Below are the records; collect from them each line containing the string "gajpuriya".

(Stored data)

# # # #

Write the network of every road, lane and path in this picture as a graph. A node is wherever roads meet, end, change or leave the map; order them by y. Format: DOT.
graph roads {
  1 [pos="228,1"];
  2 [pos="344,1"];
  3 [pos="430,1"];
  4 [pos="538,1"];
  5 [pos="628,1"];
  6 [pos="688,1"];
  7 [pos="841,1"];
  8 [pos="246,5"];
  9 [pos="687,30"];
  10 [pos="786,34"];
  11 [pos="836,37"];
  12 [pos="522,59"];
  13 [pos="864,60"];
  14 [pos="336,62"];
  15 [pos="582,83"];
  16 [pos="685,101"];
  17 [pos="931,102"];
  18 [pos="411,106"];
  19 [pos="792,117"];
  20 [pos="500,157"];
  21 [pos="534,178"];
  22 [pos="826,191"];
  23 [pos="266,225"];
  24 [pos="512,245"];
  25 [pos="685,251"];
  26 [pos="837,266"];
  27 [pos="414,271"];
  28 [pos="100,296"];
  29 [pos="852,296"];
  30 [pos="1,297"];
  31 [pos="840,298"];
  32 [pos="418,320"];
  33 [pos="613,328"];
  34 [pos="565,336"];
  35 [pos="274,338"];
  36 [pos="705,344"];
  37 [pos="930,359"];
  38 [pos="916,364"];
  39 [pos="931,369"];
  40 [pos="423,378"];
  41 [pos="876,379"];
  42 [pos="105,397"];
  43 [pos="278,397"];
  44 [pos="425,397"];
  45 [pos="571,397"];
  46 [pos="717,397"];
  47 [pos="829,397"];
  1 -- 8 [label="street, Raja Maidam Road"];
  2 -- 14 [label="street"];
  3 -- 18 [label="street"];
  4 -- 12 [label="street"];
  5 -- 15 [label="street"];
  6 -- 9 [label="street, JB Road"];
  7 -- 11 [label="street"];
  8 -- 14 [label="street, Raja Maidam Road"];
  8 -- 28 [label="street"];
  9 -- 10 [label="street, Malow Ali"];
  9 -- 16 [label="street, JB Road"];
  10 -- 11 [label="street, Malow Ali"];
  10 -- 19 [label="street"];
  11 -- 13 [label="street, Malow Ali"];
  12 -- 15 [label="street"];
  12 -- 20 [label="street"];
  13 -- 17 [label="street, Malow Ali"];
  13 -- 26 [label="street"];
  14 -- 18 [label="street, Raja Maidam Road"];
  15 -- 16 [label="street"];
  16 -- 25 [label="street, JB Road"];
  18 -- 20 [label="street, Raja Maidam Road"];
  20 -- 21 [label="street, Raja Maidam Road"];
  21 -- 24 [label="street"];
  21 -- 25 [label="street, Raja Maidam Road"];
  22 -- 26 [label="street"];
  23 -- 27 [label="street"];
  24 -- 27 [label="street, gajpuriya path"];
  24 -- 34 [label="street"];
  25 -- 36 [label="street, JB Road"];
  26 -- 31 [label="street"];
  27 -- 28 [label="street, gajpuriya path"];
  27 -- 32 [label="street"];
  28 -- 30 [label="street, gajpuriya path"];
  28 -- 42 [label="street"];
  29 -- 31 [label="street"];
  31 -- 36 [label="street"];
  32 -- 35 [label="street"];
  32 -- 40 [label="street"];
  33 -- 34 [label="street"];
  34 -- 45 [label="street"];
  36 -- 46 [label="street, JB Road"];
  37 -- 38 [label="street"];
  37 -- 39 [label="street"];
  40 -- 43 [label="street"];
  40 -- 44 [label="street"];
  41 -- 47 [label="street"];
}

# # # #

TASK RESPONSE:
  24 -- 27 [label="street, gajpuriya path"];
  27 -- 28 [label="street, gajpuriya path"];
  28 -- 30 [label="street, gajpuriya path"];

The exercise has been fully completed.